07-09-2015, 10:06 AM   #1
Rohmer
 
Join Date: Jul 2015
Location: Melbourne, Victoria, Australia
My Crohn's diagnosis: The dangers of procrastinating

Hi everyone,

Fairly new to the forum & to Crohn's, just thought I'd make a post about my experience of it. This is going to be long, the title is the TLDR.
A couple of years ago I started to notice some problems with my digestive system, after never really having any past problems in that regard, like most in their early twenties. I seemed to have infrequent bloating, mild digestive cramps, and little spots of bright red blood on toilet paper. The latter symptom did not worry me too much, as I had noticed this isolated symptom occasionally since my teens, and put it down to haemorrhoids. Still, after a few months of the occasional cramps (which tended to last only a few seconds) and the more regular bloating, I knew something wasn’t quite right, and suspected lactose intolerance, as cheese seemed to cause the onset of symptoms. However, time went on, and dietary changes did not seem to be making much observable difference. Further yet, the symptoms were steadily increasing, and I had acquired one that still persists rather stubbornly – the almost irrepressible need for a bowel movement whenever I feel the slightest level of stress or apprehension. I’d be interested to know if anyone else experiences this last one, as it is currently my least favourite.

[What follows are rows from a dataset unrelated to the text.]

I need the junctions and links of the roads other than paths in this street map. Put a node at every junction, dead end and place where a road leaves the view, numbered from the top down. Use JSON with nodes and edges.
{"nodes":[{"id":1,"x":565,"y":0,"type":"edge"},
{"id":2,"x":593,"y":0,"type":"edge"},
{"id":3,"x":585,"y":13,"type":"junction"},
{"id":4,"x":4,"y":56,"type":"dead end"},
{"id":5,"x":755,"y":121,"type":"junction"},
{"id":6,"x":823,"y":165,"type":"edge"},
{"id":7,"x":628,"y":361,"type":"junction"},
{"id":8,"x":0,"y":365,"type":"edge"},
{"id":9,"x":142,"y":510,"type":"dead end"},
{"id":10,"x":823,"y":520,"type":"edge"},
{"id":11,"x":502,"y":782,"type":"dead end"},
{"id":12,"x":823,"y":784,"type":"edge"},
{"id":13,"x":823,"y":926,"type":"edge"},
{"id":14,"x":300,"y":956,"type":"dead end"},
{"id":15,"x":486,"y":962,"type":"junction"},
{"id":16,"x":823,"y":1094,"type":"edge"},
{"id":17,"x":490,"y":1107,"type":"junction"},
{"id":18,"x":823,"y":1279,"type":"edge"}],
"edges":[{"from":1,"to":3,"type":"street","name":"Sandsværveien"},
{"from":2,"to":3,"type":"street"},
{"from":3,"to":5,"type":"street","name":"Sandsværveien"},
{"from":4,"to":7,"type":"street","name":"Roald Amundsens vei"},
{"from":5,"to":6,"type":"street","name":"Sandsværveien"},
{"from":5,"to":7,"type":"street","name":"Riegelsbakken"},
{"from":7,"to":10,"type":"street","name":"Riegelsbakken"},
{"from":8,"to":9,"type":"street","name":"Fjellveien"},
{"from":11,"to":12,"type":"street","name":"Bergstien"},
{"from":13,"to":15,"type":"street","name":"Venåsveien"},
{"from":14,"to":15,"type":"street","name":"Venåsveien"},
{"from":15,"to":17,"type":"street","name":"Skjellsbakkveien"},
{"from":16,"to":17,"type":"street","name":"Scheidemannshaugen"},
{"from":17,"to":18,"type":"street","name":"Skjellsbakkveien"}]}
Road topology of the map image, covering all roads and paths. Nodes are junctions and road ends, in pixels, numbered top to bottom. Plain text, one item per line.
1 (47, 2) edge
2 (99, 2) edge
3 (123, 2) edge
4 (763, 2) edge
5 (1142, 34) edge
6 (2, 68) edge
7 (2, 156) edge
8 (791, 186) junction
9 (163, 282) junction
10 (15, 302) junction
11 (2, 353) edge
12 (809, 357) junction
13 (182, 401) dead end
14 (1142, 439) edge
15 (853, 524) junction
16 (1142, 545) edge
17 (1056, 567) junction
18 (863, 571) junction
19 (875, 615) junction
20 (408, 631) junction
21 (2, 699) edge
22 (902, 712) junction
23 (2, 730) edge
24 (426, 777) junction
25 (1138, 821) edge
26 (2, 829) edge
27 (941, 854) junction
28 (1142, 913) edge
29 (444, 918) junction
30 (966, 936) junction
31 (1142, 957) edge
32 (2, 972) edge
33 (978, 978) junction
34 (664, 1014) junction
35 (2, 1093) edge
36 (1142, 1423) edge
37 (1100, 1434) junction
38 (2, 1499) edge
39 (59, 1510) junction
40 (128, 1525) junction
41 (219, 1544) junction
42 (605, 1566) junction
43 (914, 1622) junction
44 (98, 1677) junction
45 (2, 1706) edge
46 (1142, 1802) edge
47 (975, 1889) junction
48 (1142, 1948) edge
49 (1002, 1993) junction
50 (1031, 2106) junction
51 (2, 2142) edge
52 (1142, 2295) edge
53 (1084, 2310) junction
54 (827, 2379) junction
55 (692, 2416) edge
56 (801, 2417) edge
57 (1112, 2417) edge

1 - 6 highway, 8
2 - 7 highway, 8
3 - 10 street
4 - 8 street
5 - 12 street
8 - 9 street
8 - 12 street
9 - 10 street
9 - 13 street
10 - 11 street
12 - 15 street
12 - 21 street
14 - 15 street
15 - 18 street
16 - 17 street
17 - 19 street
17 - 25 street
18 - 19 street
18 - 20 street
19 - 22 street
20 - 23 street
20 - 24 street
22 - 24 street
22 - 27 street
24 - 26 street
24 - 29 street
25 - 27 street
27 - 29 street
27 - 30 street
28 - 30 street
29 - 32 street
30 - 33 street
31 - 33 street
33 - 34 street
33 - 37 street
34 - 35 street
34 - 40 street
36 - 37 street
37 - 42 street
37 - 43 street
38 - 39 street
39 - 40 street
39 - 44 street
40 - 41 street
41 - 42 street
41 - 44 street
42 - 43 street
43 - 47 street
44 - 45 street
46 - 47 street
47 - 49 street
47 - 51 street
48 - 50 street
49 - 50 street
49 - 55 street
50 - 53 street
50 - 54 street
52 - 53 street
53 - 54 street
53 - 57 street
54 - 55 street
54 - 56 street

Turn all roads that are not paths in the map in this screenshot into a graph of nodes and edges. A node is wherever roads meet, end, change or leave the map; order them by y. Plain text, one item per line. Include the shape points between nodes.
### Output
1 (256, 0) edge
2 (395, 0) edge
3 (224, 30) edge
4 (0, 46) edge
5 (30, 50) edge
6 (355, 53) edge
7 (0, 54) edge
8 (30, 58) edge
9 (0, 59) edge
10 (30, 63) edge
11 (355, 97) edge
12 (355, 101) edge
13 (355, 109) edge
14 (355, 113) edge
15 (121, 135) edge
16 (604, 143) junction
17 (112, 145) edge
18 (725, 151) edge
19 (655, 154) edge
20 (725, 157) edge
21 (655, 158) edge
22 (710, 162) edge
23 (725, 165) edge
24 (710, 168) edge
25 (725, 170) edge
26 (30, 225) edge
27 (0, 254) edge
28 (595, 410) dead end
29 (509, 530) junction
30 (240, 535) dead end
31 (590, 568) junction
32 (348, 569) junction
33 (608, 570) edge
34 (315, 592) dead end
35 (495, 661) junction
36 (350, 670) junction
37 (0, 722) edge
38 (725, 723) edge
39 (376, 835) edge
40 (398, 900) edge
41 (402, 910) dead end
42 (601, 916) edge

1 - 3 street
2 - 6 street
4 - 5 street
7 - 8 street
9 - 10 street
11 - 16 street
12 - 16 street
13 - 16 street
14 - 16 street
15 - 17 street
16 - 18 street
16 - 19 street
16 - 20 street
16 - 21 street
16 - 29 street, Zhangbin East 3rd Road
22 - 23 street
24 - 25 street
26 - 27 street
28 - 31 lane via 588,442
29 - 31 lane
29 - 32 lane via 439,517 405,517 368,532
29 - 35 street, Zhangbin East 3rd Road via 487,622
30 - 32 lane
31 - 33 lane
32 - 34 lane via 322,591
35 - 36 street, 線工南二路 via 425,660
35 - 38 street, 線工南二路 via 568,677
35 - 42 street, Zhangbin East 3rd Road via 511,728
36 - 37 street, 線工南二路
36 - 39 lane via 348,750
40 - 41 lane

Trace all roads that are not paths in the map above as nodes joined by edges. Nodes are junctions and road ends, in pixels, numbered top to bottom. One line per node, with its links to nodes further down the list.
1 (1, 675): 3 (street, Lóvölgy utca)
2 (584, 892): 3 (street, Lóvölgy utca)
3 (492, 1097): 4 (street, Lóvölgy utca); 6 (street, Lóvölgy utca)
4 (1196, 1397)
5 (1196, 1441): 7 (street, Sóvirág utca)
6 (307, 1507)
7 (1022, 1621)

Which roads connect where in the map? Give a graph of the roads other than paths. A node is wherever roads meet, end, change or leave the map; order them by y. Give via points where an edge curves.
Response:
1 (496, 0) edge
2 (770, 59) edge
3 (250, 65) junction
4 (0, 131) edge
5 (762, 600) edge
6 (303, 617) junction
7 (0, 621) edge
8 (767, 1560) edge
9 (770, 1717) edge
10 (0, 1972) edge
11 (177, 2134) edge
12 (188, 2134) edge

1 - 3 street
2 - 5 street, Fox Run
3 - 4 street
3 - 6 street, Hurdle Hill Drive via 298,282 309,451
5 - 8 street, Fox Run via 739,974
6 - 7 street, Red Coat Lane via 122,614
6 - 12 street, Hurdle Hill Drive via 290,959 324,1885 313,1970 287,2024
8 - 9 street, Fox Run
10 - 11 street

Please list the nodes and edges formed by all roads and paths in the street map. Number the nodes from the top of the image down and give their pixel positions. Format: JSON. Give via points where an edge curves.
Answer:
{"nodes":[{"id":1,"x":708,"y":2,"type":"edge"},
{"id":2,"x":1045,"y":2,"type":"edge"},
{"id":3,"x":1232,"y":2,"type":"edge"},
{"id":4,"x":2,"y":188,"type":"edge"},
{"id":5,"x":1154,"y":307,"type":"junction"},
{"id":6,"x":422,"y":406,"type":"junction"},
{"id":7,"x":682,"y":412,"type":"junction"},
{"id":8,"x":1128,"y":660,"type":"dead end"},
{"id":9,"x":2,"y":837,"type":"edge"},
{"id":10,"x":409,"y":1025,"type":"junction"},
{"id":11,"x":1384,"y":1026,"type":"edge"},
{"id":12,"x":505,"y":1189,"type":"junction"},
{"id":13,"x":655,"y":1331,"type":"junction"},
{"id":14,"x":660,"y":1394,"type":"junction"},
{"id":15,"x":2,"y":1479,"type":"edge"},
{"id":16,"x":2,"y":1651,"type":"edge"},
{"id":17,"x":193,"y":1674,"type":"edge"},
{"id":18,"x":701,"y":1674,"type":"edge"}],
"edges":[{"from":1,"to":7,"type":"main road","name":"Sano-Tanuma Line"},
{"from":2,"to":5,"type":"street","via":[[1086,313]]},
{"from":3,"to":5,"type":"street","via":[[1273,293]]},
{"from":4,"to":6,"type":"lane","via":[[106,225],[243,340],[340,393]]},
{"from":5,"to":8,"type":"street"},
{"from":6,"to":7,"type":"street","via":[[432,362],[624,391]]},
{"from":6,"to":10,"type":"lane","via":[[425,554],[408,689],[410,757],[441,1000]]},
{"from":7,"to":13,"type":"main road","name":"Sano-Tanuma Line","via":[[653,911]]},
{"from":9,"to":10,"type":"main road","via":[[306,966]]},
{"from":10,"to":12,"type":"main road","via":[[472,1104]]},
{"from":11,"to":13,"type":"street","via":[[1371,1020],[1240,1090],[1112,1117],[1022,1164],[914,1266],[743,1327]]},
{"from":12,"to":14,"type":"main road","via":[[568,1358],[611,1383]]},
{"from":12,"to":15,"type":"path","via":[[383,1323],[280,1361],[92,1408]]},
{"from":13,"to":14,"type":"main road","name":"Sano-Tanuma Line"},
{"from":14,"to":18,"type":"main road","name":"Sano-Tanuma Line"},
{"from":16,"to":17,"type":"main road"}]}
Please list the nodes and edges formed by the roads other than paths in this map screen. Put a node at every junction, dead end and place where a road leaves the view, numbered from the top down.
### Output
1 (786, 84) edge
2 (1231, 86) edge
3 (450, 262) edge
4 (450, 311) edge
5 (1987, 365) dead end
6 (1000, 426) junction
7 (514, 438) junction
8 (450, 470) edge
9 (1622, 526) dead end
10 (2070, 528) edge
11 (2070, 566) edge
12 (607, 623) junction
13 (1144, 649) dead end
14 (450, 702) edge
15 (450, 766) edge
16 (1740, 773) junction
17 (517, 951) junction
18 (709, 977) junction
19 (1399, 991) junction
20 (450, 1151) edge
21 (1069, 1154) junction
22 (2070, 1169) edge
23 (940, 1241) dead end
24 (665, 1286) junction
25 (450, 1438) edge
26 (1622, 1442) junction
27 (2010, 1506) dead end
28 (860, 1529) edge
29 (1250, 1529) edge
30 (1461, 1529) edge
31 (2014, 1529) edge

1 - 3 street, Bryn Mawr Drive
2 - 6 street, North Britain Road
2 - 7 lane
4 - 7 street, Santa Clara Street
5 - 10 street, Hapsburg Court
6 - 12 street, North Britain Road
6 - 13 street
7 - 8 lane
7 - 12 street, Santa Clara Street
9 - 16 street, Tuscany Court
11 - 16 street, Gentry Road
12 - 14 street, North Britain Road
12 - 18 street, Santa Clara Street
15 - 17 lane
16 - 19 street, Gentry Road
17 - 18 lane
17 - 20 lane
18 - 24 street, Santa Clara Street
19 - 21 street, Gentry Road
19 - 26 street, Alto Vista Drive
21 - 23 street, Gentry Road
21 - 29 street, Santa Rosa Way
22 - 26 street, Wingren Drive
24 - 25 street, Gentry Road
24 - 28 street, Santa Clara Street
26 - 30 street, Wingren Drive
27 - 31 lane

Needless to say, I was starting to think that allergies were not my problem, after all, I’d never had any, and none of my half-baked dietary changes had made a substantial difference. At that point I began to think I had IBS. Pretty much all the symptoms were there – the bloating, the excess gas, the strange stomach rumblings, (infrequent) diarrhoea, the feeling that a bowel movement wasn’t really ‘done’. At this point you may be wondering whether I was visiting any doctors. Unfortunately, I was not, as I had tended to be one of those people who doesn’t visit a doctor unless they notice something drastically wrong, like a stab wound or some other unbearable pain. Sometime later, however, my ‘leave it to its own devices’ method, or non-method, eventually led to such pain. Upon bowel movements, I had noticed increasing pain, and increasing blood. Most worryingly, the blood was a little darker, and there seemed to be a little of a mucus-like substance in it. I was finally right about to go to the doc, as a forum post about a fellow 23 year-old having bowel cancer was more than enough to jolt me into action, when the pain kicked in.

I first noticed an unusual sensation slightly to the right of my rear-end, like I was sitting on a small pebble. Over a period of days it became worse, to the point where a bowel movement would cause some pain afterwards, though it would then gradually dissipate once sitting comfortably. Sitting comfortably became very hard however, and google produced a worrying diagnosis: perianal abscess. I noticed that this could be a problem for people with Crohn’s. I had earlier dismissed Crohn’s as the source of my problems, because I didn’t have some/most of the risk factors (no smoking, no family members with the disease) or the symptoms (vomiting, weight loss, fatigue). I was now a little more worried about things, and went to the doc (GP), listing off my IBD symptoms, haemorrhoids suspicions, and the pains that I felt related to a little lump, which I noted ‘could be an abscess’. Despite a first-time ‘digital examination’ (oh why me – I thought I wouldn’t be having these until my 40’s for prostate!?!) which was…memorable, the doc noticed no abscess, but took note of my stressed state and the fact that I had been straining at bowel movements and probably had haemorrhoids. He reassured me, and gave me some laxatives. Those loosened things up, but the pain continued after a few days, and I was surer than ever that there was an abscess. It was Sunday, so I had to see a different doc, but he reached the same conclusion – no abscess (although he suspected some sort of parasitic infection for the IBD symptoms, which would later come back negative).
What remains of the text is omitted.